• **WHAT IS EXPECTED**: Give the number of lines in the data below that contain "solid", with no other words.

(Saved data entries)

━━━━━━━━━━━━━━━━━━━━

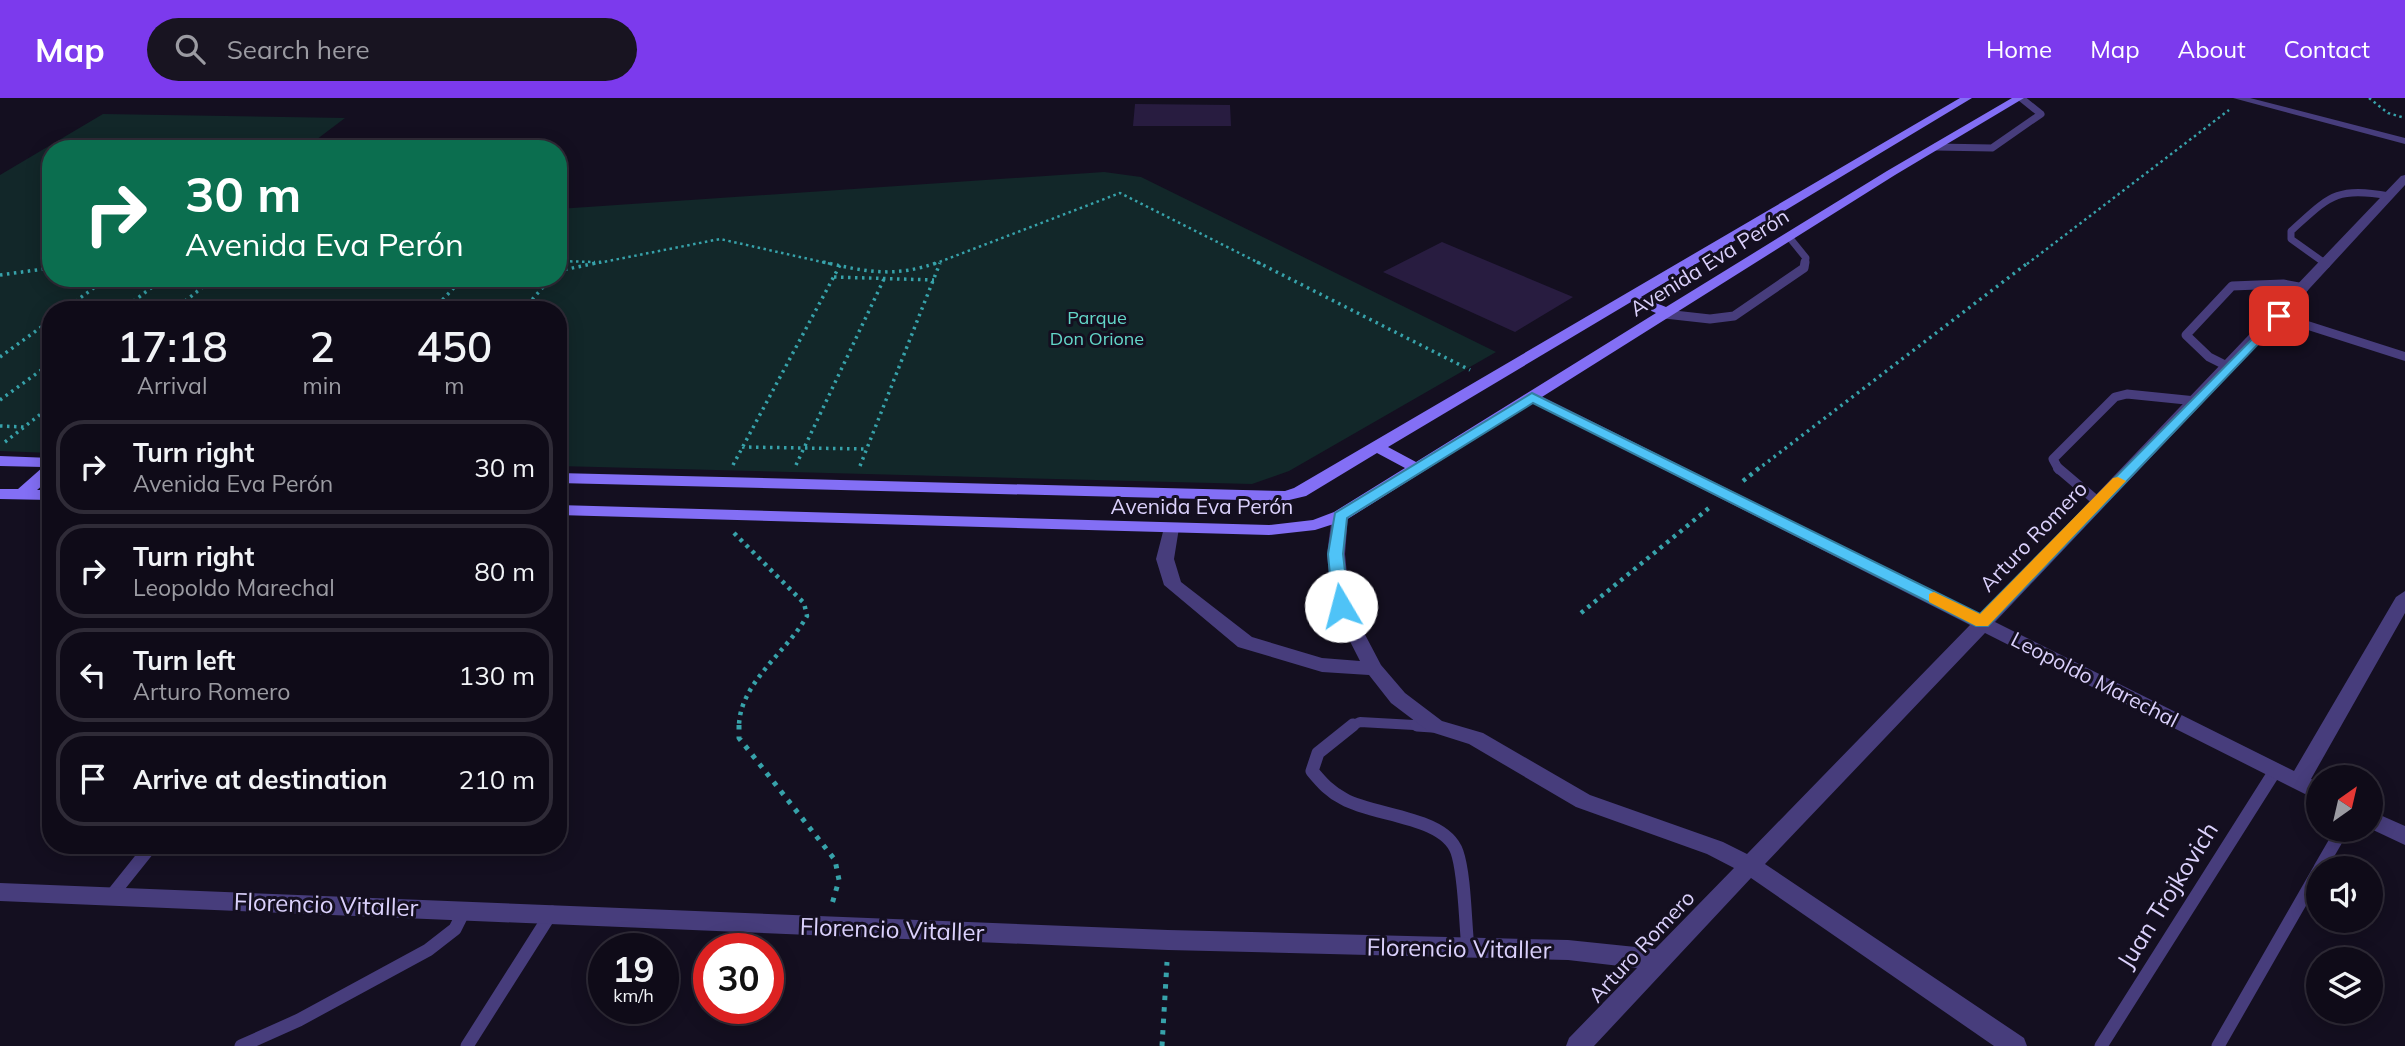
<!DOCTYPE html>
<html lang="en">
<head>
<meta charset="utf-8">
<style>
	body { margin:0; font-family:Mulish,sans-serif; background:#181421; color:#f1f3f6; height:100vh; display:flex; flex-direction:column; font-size:26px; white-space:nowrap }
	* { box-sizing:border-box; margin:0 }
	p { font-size:23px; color:#9b9ba2 }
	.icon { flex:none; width:38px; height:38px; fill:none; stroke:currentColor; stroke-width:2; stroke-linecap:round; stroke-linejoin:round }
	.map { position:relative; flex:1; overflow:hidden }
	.panel { position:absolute; left:42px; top:203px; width:525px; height:553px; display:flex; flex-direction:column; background:#0f0b18; border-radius:28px; box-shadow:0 4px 18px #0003,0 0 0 2px #2f2b37 }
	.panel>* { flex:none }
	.hud { position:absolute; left:42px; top:42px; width:525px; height:147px; border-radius:28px; box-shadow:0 4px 18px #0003,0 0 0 2px #2f2b37; background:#0b6e4f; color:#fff; overflow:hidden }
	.needle { width:46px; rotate:34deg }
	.buttons { position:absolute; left:2306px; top:667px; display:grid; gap:14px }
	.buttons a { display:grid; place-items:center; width:77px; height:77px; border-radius:50%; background:#0f0b18; box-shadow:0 4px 18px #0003,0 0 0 2px #2f2b37; font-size:35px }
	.speed { position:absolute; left:588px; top:835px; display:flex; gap:14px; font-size:35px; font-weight:700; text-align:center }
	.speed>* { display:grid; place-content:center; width:91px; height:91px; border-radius:50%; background:#0f0b18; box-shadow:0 4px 18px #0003,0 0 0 2px #2f2b37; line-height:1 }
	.speed small { font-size:18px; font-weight:400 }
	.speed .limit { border:10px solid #d22; background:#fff; color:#111 }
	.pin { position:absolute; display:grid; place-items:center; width:60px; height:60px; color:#fff; margin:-30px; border-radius:14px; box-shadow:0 4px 10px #0006 }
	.me { position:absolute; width:77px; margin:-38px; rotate:352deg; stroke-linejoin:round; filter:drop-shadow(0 0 5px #0008) }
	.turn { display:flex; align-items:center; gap:24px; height:147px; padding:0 28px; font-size:32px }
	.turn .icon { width:91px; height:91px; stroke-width:2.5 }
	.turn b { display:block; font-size:49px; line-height:60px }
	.eta { display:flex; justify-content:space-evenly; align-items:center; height:119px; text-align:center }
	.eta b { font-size:42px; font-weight:600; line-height:49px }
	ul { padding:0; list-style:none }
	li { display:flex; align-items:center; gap:21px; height:94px; margin:0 14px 10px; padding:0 14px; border:4px solid #2f2b37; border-radius:28px }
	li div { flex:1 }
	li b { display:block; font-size:26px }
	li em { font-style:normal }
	header { display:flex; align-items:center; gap:42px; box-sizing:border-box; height:98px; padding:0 35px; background:#7c3aed; color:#fff }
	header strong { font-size:33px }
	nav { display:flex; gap:38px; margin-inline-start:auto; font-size:24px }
	.search { width:490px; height:63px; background:#181421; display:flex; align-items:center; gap:18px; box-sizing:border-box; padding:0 24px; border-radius:38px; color:#9b9ba2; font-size:26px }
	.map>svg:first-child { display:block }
</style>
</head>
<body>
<header>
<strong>Map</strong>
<div class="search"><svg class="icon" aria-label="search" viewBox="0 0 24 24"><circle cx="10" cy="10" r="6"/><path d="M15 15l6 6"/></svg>Search here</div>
<nav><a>Home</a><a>Map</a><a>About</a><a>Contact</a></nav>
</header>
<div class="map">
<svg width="2405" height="948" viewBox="0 0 2405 948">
	<rect width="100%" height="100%" fill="#140f20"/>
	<path fill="#122729" d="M103,16L345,20L304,51H51V180H558V111L1104,74L1141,79L1496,254L1289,373L1252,386L558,368V212H51V355L0,353V77Z"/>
	<path fill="#281c40" d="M1135,6L1230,7L1231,28H1133Z
		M1442,144L1573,199L1515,234L1383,174Z"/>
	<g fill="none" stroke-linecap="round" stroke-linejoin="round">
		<path stroke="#37a2aa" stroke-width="2.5" stroke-dasharray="2.5 3.5" stroke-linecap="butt" d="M2369,0L2388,15L2405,20
			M558,163L595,164
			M593,166L720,141L831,166
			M934,166L1120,95L1261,166
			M2027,166L2229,12"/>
		<path stroke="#37a2aa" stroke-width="3.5" stroke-dasharray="2.5 4.5" stroke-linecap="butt" d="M823,164C867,174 895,180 939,164
			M1257,164L1470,272
			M558,173L601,164
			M0,177L51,170
			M834,179L934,182
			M64,212L107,180
			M122,212L164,180
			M174,212L214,180
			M433,212L463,180
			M523,212L551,180
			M0,259L51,222
			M0,302L51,265
			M0,328L24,329
			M5,344L51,308
			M742,349L866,351
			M733,367L840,167
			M796,367L884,181
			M860,368L940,165
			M1757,372L2029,164"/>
		<path stroke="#37a2aa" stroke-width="4.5" stroke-dasharray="3.5 5" stroke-linecap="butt" d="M1743,383L1759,370
			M734,435L804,505L807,518C787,554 739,585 739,629
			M1581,515L1709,410"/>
		<path stroke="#37a2aa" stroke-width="5" stroke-dasharray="4.5 7" stroke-linecap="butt" d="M739,627V640L835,762L839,782L832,806
			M1162,948L1167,864"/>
		<path stroke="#473d7c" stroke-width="7" d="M1936,49L1992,50L2041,16L2021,0
			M1789,139L1806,160L1805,166
			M2326,166L2291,141V133C2329,99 2335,88 2389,98"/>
		<path stroke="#473d7c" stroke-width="9" d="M2324,164L2326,166
			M1665,216L1710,221L1734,218L1804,170L1805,164
			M2229,269L2209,259L2186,237L2232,188L2283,186L2304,190
			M2059,372L2053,361L2115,299L2127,296L2196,303"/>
		<path stroke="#473d7c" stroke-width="10" d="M2058,370L2098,404
			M1349,629L1360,624L1432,628"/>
		<path stroke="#473d7c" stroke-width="13" d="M1353,627L1318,655L1312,673C1322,685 1330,694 1344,701C1373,718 1445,718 1457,754C1465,777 1465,824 1468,850
			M1417,627L1432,628
			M2320,770L2342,732
			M112,797L152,747
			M241,948L299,922L428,852L455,831L465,811
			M467,948L552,814
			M2101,948L2275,673
			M2218,948L2319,772"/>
		<path fill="#473d7c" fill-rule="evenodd" d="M2233,0H2250L2405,40V46Z
			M2405,77V87L2286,216L2405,254V263L2280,223L1995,524L2294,673L2396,499L2405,493V515L2311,681L2319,685V703L1985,535L1765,766L2024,940L2027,948H1994L1751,780L1594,948H1566L1569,940L1637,870L1568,862L1168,852L0,803V785L1168,832L1568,842L1655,851L1734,770L1707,756L1576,709L1469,646L1428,633L1391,605L1369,577L1322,574L1238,549L1164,487L1156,461L1165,426H1177L1179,430L1174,461L1181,484L1252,539L1322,560L1360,563L1332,508L1327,456L1332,418L1340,413L1346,414L1348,418L1345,456L1350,508L1381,567L1405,595L1442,623L1483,635L1590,697L1723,744L1747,756L1970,527L1527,302V296H1537L1981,517L2401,78Z
			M2371,713L2405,728V747L2371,731Z"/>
		<path fill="#836ff5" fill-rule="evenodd" d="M1960,0H1972L1641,199L1666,209L1887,73L2012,0H2024L1895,77L1346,422L1315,432L1269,437L558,417V407L1269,427L1313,422L1334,414L1405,370L1377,355L1306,398L1285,403L558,385V375L1285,393L1294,390ZM1631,204L1656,215L1416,364L1388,349Z
			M0,358L51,360V380L37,392H51V402L0,401V391H18L43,369L0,368Z"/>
	</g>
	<path fill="#4fc3f7" stroke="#337fa1" stroke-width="2" d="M2279,214L2285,218L2283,220L1988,528H1976L1533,305L1347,420L1343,456L1349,508L1341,514L1333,508L1328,456L1335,415L1532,295L1980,516Z"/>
	<path fill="#f59e0b" d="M2118,379L2126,383L2123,386L1988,528H1976L1929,504V496L1934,494L1980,516L2113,380Z"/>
	<g text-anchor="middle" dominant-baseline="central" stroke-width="6" stroke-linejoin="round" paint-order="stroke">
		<g font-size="18" fill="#63d6c8" stroke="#140f20">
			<text x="1097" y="219">Parque<tspan x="1097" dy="21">Don Orione</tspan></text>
		</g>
		<g font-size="21" fill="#dbd1fc" stroke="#140f20">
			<text transform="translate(1709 164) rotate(-32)">Avenida Eva Perón</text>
			<text x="1202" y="408">Avenida Eva Perón</text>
			<text transform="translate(2033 438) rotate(-46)">Arturo Romero</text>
			<text transform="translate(2095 581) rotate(27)">Leopoldo Marechal</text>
			<text transform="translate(1641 848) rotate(-47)">Arturo Romero</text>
		</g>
		<g font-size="24" fill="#dbd1fc" stroke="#140f20">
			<text transform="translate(2167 797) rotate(-58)">Juan Trojkovich</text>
			<text transform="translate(326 806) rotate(2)">Florencio Vitaller</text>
			<text transform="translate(892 831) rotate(2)">Florencio Vitaller</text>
			<text transform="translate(1459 850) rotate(1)">Florencio Vitaller</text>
		</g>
	</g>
</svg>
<div class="buttons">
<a><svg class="needle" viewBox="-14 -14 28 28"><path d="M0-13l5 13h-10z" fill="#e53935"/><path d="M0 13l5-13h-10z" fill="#9b9ba2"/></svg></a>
<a><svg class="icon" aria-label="sound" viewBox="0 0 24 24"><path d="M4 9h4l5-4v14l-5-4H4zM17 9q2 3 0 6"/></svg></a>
<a><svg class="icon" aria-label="layers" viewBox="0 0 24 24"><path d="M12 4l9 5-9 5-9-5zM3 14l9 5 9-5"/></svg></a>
</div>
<div class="speed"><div>19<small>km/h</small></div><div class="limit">30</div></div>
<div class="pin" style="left:2279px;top:218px;background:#d93025"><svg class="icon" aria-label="arrive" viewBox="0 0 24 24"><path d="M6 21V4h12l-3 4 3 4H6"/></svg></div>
<svg class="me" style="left:1341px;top:508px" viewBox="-20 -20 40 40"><circle r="19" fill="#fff"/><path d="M0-13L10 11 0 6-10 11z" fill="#4fc3f7"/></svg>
<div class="hud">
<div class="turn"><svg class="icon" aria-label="right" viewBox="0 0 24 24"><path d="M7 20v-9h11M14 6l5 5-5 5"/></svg><div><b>30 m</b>Avenida Eva Perón</div></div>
</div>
<section class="panel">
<div class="eta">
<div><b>17:18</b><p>Arrival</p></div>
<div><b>2</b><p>min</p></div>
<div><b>450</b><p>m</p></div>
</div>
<ul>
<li><svg class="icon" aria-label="right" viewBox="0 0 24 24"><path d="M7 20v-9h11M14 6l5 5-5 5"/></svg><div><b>Turn right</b><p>Avenida Eva Perón</p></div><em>30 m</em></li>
<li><svg class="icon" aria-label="right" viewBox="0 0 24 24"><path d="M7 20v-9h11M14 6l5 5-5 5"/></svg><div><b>Turn right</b><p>Leopoldo Marechal</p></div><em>80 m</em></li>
<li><svg class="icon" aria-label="left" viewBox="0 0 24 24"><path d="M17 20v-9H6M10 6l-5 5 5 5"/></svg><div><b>Turn left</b><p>Arturo Romero</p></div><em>130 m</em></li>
<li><svg class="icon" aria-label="arrive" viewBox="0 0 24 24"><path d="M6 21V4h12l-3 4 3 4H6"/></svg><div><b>Arrive at destination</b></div><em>210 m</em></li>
</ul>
</section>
</div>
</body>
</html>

━━━━━━━━━━━━━━━━━━━━

• **TASK SOLUTION**: 2